The Central Bank of Libya (CBL) has been engaged in a media briefing campaign in an attempt to frighten black-market foreign currency traders into lowering the dollar exchange rate and into frightening buyers into delaying their currency purchases. The black-market rate has been stubbornly stuck above the LD 10/dollar mark – today closing at LD 10.12 per dollar.
Injecting US$ 2.5 billion in the hope of hitting black-market traders
Today, the CBL leaked to media that as of next Wednesday, 1 April, it will inject US$ 2.5 billion to settle all pending requests for hard currency personal allowances, credits and reservations, and the demands of commercial banks.

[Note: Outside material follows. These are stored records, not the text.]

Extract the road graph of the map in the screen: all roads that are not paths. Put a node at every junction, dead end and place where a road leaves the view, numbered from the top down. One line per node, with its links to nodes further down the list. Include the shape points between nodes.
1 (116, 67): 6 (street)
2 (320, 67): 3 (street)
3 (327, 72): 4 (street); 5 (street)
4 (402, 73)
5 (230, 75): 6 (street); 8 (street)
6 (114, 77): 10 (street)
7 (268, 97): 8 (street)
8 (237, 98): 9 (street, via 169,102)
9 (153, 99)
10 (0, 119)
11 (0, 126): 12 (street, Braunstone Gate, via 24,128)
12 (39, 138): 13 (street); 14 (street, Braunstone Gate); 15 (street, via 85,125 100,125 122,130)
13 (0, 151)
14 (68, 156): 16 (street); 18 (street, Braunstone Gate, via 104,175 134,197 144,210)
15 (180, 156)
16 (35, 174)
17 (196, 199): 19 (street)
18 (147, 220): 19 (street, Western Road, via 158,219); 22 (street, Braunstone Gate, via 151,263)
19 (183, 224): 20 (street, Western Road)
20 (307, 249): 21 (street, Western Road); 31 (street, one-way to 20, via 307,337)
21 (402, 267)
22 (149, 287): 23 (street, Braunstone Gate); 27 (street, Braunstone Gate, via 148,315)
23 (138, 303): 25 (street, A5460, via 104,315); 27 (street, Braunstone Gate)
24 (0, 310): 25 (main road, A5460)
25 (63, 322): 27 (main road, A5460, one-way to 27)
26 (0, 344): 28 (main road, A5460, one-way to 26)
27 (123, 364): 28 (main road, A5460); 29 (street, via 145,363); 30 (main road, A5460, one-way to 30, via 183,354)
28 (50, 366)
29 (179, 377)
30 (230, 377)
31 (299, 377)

It also leaked that it would continue to grant new approvals for credits and personal items reservations daily at a faster rate, following what it claimed were technical improvements in the system.
Oil revenues expected to reach about US$ 3 billion in April?
The CBL tried to give credibility to this by further leaking to local media that these measures come because of the improvement in oil revenues, which are expected to reach about US$ 3 billion in April. It added that it is in the process of preparing the controls and procedures for the sale of dollars in cash – the quantity to be sold to citizens will be announced later.
Psyching the black-market?
Meanwhile, yesterday, the CBL briefed that it is considering preparing a cash injection of one billion US dollars to inject into the market in one go, with the aim of achieving complete control and permanently closing the black-market currency market.
Imports of hard currency have started arriving?
The CBL also briefed yesterday that because of Governor Naji Issa and his team succeeding in restoring confidence in the CBL and the Libyan banking sector as whole, and in convincing international parties to supply dollars and euros in cash to Libya, hard currency deliveries have started arriving.
The CBL briefed that payments have already begun arriving at Tripoli’s Mitiga Airport, with the first payment arriving yesterday and the remaining payments will arrive successively to continue flowing on a regular monthly basis.
Are these just short-term sedatives?
It is to be seen if the CBL will succeed in strengthening the exchange rate of the Libyan dinar without real fundamental reforms to Libya’s economic, financial and fiscal system. Sceptics feel that it is as simple as supply and demand and that as long as the Libyan state continues to spend more than it earns in hard currency – pressure will continue on the beleaguered Libyan dinar.
Governor Issa’s credibility on the line?
Equally, it was last summer that CBL Governor Issa vowed to bring the LD-$ exchange rate to ‘‘below LD 7’’. Today it sits at over LD 10 per dollar! If Issa fails to bring the dollar to the LD 7 to 8 per dollar it could damage his credibility permanently.